Our data confirm that administration of oestradiol transdermally via a patch, rather than orally as in previous studies,11 abrogates the risk of thromboembolic cardiovascular complications. Over a prolonged follow-up period, no evidence of excess cardiovascular toxicity was seen with tE2 compared with LHRHa, which are the current standard globally and widely used to achieve androgen suppression. These data accord with findings of previous prostate cancer studies in which oestrogens were administered intramuscularly16 and with data from hormone replacement studies in both cis-gender and transgender populations comparing oral and transdermal administration of oestrogens.1719

tE2 patches have three key pharmacological characteristics that make them especially attractive for androgen suppression in men with prostate cancer. First, exogenous oestrogen avoids the oestrogen-depleting effects (loss of bone mineral density, adverse metabolic profiles, and hot flushes) seen with other androgen-depleting strategies and that are associated with long-term morbidity. Second, transdermal administration avoids the thromboembolic cardiovascular toxicity seen with oral oestrogen. Third, the absence of an early testosterone flare with tE2 negates the need for co-administration of antiandrogens, which is usually required with LHRHa.
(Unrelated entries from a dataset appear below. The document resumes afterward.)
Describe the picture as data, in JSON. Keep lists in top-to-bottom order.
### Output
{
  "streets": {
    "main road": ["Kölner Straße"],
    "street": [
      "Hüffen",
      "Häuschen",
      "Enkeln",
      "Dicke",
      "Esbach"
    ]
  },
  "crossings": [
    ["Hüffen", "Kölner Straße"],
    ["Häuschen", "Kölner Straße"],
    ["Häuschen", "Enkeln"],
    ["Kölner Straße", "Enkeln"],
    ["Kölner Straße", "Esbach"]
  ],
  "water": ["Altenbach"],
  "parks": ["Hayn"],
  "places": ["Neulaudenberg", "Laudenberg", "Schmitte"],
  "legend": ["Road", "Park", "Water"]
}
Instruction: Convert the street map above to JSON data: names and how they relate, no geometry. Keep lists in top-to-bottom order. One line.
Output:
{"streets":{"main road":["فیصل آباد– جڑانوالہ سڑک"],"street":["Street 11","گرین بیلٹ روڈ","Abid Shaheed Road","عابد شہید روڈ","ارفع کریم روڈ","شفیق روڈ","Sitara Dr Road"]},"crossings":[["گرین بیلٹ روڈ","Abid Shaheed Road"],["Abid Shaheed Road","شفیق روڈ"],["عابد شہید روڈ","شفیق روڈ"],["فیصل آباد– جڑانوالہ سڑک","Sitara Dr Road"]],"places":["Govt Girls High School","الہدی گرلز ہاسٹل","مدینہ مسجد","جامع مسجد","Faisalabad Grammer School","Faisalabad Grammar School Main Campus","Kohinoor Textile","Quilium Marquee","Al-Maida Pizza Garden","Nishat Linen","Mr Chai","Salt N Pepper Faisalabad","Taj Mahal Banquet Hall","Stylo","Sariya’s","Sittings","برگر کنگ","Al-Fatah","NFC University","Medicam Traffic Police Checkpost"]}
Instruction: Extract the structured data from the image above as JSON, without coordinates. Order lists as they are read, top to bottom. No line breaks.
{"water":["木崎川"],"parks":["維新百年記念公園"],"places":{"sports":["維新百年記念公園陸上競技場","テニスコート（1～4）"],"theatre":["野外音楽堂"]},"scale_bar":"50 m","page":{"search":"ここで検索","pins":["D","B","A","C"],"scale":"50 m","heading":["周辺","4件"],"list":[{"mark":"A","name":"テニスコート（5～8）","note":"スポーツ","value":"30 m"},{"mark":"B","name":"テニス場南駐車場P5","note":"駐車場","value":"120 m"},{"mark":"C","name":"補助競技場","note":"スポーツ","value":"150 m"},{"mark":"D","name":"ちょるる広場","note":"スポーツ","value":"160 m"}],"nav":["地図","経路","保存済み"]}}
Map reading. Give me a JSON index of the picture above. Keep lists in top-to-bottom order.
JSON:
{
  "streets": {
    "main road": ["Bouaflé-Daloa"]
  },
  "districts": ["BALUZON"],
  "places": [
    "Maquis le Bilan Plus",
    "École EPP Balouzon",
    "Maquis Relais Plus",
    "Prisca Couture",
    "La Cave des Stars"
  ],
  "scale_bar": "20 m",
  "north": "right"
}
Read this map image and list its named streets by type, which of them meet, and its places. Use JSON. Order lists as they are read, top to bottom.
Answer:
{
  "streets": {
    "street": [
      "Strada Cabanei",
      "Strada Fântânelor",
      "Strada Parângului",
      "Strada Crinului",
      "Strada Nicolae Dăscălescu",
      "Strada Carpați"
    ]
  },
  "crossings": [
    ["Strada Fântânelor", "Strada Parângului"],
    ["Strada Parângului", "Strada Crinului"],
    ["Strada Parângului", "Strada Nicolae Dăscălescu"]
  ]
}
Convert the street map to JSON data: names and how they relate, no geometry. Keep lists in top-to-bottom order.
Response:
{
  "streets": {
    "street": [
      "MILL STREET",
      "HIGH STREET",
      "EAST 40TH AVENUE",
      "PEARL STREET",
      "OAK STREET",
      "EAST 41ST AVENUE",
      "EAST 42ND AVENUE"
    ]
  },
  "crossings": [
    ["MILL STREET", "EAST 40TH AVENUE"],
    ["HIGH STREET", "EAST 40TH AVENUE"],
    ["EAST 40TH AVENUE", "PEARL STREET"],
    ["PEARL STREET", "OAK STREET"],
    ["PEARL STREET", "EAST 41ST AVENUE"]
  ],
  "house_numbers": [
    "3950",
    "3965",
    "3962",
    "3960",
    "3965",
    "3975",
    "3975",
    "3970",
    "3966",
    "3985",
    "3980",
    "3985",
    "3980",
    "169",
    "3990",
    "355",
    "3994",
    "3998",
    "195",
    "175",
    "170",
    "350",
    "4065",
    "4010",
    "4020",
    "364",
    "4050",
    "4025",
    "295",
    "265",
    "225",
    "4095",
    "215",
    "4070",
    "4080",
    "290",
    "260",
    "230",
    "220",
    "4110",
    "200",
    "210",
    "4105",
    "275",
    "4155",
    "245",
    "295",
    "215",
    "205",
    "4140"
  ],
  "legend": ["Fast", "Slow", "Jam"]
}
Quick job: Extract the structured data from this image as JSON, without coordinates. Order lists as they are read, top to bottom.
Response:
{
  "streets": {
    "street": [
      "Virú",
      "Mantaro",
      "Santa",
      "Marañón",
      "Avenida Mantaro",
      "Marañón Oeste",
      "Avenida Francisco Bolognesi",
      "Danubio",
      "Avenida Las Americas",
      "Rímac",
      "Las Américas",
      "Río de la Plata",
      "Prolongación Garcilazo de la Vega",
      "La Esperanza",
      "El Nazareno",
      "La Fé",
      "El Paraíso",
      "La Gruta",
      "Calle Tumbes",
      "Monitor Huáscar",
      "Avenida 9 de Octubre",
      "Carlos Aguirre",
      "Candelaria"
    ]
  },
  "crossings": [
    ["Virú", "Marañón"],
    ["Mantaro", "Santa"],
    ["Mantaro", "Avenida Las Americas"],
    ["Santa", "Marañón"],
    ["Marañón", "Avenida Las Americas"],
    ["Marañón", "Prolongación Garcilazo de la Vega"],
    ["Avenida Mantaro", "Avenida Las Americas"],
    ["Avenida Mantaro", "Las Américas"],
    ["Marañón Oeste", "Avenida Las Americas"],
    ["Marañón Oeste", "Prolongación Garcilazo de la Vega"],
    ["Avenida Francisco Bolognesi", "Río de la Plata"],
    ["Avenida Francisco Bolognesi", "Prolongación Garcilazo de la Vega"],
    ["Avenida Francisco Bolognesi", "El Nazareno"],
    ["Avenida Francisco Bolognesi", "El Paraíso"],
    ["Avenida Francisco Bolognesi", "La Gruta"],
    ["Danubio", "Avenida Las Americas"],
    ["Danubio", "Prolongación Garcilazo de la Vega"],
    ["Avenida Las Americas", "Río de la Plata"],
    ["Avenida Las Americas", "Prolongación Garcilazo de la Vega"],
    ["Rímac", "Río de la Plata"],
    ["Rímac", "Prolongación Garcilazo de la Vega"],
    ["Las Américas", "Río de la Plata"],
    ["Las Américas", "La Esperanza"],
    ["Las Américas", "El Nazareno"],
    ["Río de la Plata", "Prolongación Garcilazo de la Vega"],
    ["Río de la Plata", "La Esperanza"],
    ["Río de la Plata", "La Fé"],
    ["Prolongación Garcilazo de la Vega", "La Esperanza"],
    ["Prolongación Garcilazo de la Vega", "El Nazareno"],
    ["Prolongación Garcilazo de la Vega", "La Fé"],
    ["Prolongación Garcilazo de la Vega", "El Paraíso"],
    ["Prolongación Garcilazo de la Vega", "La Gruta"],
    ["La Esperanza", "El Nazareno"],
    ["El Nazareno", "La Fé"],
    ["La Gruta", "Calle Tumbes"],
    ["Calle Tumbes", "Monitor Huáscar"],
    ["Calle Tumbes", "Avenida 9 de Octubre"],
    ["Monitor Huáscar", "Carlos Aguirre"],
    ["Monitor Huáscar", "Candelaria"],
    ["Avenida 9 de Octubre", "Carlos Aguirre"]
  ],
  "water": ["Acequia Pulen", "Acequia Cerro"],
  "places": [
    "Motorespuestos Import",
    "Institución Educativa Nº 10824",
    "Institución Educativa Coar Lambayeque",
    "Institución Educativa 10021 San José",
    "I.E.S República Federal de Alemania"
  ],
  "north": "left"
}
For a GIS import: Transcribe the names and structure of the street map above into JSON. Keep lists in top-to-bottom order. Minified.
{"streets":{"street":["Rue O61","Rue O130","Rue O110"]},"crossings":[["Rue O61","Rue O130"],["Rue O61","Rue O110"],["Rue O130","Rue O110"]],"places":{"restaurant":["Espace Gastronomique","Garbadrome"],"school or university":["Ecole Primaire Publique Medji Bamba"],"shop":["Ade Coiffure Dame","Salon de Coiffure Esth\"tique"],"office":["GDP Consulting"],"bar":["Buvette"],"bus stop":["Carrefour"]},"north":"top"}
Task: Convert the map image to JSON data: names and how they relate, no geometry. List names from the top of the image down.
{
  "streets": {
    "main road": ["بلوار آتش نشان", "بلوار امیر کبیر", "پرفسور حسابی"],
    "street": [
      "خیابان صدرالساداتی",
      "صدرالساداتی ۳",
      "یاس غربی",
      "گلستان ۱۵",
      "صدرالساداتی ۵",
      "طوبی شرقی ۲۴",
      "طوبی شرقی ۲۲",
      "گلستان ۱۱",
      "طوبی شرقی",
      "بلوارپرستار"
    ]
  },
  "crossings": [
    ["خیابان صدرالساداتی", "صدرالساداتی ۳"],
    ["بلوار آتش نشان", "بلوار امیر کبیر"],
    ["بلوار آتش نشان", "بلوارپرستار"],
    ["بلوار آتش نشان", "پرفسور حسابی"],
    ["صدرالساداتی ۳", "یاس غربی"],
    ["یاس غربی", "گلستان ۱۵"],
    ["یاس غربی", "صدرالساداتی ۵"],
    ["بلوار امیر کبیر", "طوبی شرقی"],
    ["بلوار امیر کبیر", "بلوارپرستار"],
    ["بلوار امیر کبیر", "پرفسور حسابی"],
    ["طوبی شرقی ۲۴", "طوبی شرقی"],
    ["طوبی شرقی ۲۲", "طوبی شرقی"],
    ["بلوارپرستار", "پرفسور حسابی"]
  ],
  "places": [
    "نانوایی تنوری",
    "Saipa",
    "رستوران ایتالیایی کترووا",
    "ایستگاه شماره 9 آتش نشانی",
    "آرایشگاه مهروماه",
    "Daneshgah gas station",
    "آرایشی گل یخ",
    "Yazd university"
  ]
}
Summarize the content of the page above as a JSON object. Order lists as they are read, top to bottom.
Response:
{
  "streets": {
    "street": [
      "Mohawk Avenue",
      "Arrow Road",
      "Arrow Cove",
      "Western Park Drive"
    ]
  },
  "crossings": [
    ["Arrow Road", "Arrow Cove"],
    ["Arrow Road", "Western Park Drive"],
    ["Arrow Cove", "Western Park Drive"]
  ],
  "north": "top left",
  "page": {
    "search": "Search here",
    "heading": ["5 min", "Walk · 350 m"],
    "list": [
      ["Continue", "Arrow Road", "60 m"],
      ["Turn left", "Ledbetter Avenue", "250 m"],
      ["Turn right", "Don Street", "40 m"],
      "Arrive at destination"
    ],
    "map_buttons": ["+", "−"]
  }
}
We have previously shown20 a significant difference in bone mineral density in the first 2 years of treatment with tE2 compared with LHRHa. For men who remained on allocated treatment, the mean percentage change in lumbar spine bone mineral density was −3·0% with LHRHa and 7·9% with tE2 (p<0·001).20 Loss of bone mineral density with LHRHa is attributed to a reduction in circulating oestrogens. Additionally, we have published self-reported quality-of-life data from 727 men within the PATCH programme.21 Overall, higher global quality-of-life scores were reported with tE2 compared with LHRHa (mean difference 4·2, 95% CI 1·2–7·1; p=0·006), attributed to a reduction in hot flushes and fatigue.21 Our current data confirm the reduction in hot flushes with tE2 compared with LHRHa and, as anticipated, the increase in gynaecomastia.

Our current data also show clear differences in fasting glucose and lipid levels over time between the two treatment approaches. The rise in fasting glucose levels or insulin resistance on LHRHa accords with published work22 and could contribute to the increased cardiovascular morbidity associated with LHRHa detected in epidemiological studies.23,24 The improvement in metabolic variables with tE2 accords with findings in post-menopausal women showing that oestrogen improved lipid profiles25 and in men with prostate cancer who received tE2 with LHRHa to alleviate side-effects.26 To date, the improvement in metabolic variables we noted with tE2 compared with LHRHa has not translated into a clinical benefit in terms of cardiovascular outcomes, but further follow-up is required since the expected time to see such benefits would be 5-10 years. By comparison with LHRHa, the only increased toxicity seen with tE2 was gynaecomastia. Overall, skin toxicity was reported at similar rates between the two treatment groups, although the toxicity will most likely be due to different causes, with discomfort or irritation around the injection site more typical for patients receiving LHRHa, and with erythema or pruritus and issues with adherence more common for men receiving tE2.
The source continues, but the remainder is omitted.